> [Your instructions]:
Restate all of the entries exactly, each line as it stands.
***** Available data
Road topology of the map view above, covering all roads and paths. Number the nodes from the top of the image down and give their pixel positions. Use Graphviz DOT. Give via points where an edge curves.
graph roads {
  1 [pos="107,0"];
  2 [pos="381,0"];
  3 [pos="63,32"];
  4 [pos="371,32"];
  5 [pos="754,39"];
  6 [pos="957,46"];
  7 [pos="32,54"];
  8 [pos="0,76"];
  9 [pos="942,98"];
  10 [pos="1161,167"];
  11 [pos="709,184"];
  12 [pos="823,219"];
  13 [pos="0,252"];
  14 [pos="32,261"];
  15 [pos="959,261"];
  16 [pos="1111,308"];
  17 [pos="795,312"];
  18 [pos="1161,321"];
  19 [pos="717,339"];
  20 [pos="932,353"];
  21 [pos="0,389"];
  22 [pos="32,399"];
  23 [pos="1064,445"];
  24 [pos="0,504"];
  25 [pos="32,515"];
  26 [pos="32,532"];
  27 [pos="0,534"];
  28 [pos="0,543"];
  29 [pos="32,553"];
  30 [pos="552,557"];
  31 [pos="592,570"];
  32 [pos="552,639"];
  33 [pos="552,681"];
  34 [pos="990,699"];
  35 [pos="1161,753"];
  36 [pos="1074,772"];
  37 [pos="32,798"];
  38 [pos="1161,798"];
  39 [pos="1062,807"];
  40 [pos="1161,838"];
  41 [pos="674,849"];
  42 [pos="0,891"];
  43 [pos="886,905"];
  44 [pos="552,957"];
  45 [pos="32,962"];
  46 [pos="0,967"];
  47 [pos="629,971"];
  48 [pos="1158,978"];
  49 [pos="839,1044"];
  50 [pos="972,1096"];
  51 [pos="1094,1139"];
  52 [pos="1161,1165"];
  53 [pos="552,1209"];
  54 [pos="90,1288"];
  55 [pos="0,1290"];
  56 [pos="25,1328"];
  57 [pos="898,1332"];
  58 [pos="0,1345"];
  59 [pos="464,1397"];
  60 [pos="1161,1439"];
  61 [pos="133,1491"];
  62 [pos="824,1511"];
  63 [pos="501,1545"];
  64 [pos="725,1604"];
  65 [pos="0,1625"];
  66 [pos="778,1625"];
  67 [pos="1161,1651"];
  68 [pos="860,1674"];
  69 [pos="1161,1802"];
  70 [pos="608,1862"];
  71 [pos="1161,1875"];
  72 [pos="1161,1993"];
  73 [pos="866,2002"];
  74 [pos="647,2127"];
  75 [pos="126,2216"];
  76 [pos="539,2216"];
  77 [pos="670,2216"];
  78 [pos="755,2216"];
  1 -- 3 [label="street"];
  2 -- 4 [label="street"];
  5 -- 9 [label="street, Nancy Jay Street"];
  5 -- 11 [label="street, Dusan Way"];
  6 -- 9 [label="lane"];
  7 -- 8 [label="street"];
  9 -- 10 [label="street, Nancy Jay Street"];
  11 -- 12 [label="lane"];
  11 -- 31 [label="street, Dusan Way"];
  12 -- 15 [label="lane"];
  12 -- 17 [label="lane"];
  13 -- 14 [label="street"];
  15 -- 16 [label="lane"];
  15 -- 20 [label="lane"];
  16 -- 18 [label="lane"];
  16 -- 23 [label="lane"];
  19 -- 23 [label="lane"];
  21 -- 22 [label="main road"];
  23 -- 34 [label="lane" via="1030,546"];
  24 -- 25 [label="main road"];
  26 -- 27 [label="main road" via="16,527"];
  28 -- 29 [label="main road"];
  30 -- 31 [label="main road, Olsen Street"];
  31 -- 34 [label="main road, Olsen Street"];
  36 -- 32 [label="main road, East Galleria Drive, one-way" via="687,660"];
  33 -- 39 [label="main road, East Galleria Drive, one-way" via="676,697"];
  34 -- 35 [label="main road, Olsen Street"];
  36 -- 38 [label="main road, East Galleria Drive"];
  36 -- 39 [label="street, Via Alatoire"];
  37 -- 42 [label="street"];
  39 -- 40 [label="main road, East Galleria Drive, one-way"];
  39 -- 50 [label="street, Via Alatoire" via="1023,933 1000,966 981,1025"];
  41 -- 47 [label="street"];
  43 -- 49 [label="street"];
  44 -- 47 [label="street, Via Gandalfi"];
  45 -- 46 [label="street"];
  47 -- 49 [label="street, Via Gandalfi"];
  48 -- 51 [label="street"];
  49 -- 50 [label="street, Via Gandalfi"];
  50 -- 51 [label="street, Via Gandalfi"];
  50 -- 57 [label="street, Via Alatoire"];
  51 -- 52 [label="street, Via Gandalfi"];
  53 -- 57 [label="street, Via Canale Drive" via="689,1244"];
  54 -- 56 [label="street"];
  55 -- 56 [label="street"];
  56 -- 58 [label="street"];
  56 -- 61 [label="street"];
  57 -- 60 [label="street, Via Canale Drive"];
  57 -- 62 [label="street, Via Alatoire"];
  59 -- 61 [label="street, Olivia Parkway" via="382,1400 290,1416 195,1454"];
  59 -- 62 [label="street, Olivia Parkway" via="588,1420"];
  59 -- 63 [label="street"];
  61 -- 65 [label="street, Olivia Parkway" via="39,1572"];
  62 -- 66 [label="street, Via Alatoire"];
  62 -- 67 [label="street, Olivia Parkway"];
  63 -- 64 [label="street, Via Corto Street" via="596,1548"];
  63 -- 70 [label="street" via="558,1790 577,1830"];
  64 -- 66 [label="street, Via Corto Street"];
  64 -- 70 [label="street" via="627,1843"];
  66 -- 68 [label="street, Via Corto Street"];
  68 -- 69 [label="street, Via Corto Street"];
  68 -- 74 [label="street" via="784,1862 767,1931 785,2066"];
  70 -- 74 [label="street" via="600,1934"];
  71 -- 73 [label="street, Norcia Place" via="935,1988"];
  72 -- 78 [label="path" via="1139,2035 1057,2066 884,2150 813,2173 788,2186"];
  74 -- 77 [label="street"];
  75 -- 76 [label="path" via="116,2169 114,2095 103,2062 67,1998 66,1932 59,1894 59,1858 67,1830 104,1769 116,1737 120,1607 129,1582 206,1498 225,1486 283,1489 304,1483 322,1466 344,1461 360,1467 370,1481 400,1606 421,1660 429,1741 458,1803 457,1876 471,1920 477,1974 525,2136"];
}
**********
> [Solution for this task]:
Road topology of the map view above, covering all roads and paths. Number the nodes from the top of the image down and give their pixel positions. Use Graphviz DOT. Give via points where an edge curves.
graph roads {
  1 [pos="107,0"];
  2 [pos="381,0"];
  3 [pos="63,32"];
  4 [pos="371,32"];
  5 [pos="754,39"];
  6 [pos="957,46"];
  7 [pos="32,54"];
  8 [pos="0,76"];
  9 [pos="942,98"];
  10 [pos="1161,167"];
  11 [pos="709,184"];
  12 [pos="823,219"];
  13 [pos="0,252"];
  14 [pos="32,261"];
  15 [pos="959,261"];
  16 [pos="1111,308"];
  17 [pos="795,312"];
  18 [pos="1161,321"];
  19 [pos="717,339"];
  20 [pos="932,353"];
  21 [pos="0,389"];
  22 [pos="32,399"];
  23 [pos="1064,445"];
  24 [pos="0,504"];
  25 [pos="32,515"];
  26 [pos="32,532"];
  27 [pos="0,534"];
  28 [pos="0,543"];
  29 [pos="32,553"];
  30 [pos="552,557"];
  31 [pos="592,570"];
  32 [pos="552,639"];
  33 [pos="552,681"];
  34 [pos="990,699"];
  35 [pos="1161,753"];
  36 [pos="1074,772"];
  37 [pos="32,798"];
  38 [pos="1161,798"];
  39 [pos="1062,807"];
  40 [pos="1161,838"];
  41 [pos="674,849"];
  42 [pos="0,891"];
  43 [pos="886,905"];
  44 [pos="552,957"];
  45 [pos="32,962"];
  46 [pos="0,967"];
  47 [pos="629,971"];
  48 [pos="1158,978"];
  49 [pos="839,1044"];
  50 [pos="972,1096"];
  51 [pos="1094,1139"];
  52 [pos="1161,1165"];
  53 [pos="552,1209"];
  54 [pos="90,1288"];
  55 [pos="0,1290"];
  56 [pos="25,1328"];
  57 [pos="898,1332"];
  58 [pos="0,1345"];
  59 [pos="464,1397"];
  60 [pos="1161,1439"];
  61 [pos="133,1491"];
  62 [pos="824,1511"];
  63 [pos="501,1545"];
  64 [pos="725,1604"];
  65 [pos="0,1625"];
  66 [pos="778,1625"];
  67 [pos="1161,1651"];
  68 [pos="860,1674"];
  69 [pos="1161,1802"];
  70 [pos="608,1862"];
  71 [pos="1161,1875"];
  72 [pos="1161,1993"];
  73 [pos="866,2002"];
  74 [pos="647,2127"];
  75 [pos="126,2216"];
  76 [pos="539,2216"];
  77 [pos="670,2216"];
  78 [pos="755,2216"];
  1 -- 3 [label="street"];
  2 -- 4 [label="street"];
  5 -- 9 [label="street, Nancy Jay Street"];
  5 -- 11 [label="street, Dusan Way"];
  6 -- 9 [label="lane"];
  7 -- 8 [label="street"];
  9 -- 10 [label="street, Nancy Jay Street"];
  11 -- 12 [label="lane"];
  11 -- 31 [label="street, Dusan Way"];
  12 -- 15 [label="lane"];
  12 -- 17 [label="lane"];
  13 -- 14 [label="street"];
  15 -- 16 [label="lane"];
  15 -- 20 [label="lane"];
  16 -- 18 [label="lane"];
  16 -- 23 [label="lane"];
  19 -- 23 [label="lane"];
  21 -- 22 [label="main road"];
  23 -- 34 [label="lane" via="1030,546"];
  24 -- 25 [label="main road"];
  26 -- 27 [label="main road" via="16,527"];
  28 -- 29 [label="main road"];
  30 -- 31 [label="main road, Olsen Street"];
  31 -- 34 [label="main road, Olsen Street"];
  36 -- 32 [label="main road, East Galleria Drive, one-way" via="687,660"];
  33 -- 39 [label="main road, East Galleria Drive, one-way" via="676,697"];
  34 -- 35 [label="main road, Olsen Street"];
  36 -- 38 [label="main road, East Galleria Drive"];
  36 -- 39 [label="street, Via Alatoire"];
  37 -- 42 [label="street"];
  39 -- 40 [label="main road, East Galleria Drive, one-way"];
  39 -- 50 [label="street, Via Alatoire" via="1023,933 1000,966 981,1025"];
  41 -- 47 [label="street"];
  43 -- 49 [label="street"];
  44 -- 47 [label="street, Via Gandalfi"];
  45 -- 46 [label="street"];
  47 -- 49 [label="street, Via Gandalfi"];
  48 -- 51 [label="street"];
  49 -- 50 [label="street, Via Gandalfi"];
  50 -- 51 [label="street, Via Gandalfi"];
  50 -- 57 [label="street, Via Alatoire"];
  51 -- 52 [label="street, Via Gandalfi"];
  53 -- 57 [label="street, Via Canale Drive" via="689,1244"];
  54 -- 56 [label="street"];
  55 -- 56 [label="street"];
  56 -- 58 [label="street"];
  56 -- 61 [label="street"];
  57 -- 60 [label="street, Via Canale Drive"];
  57 -- 62 [label="street, Via Alatoire"];
  59 -- 61 [label="street, Olivia Parkway" via="382,1400 290,1416 195,1454"];
  59 -- 62 [label="street, Olivia Parkway" via="588,1420"];
  59 -- 63 [label="street"];
  61 -- 65 [label="street, Olivia Parkway" via="39,1572"];
  62 -- 66 [label="street, Via Alatoire"];
  62 -- 67 [label="street, Olivia Parkway"];
  63 -- 64 [label="street, Via Corto Street" via="596,1548"];
  63 -- 70 [label="street" via="558,1790 577,1830"];
  64 -- 66 [label="street, Via Corto Street"];
  64 -- 70 [label="street" via="627,1843"];
  66 -- 68 [label="street, Via Corto Street"];
  68 -- 69 [label="street, Via Corto Street"];
  68 -- 74 [label="street" via="784,1862 767,1931 785,2066"];
  70 -- 74 [label="street" via="600,1934"];
  71 -- 73 [label="street, Norcia Place" via="935,1988"];
  72 -- 78 [label="path" via="1139,2035 1057,2066 884,2150 813,2173 788,2186"];
  74 -- 77 [label="street"];
  75 -- 76 [label="path" via="116,2169 114,2095 103,2062 67,1998 66,1932 59,1894 59,1858 67,1830 104,1769 116,1737 120,1607 129,1582 206,1498 225,1486 283,1489 304,1483 322,1466 344,1461 360,1467 370,1481 400,1606 421,1660 429,1741 458,1803 457,1876 471,1920 477,1974 525,2136"];
}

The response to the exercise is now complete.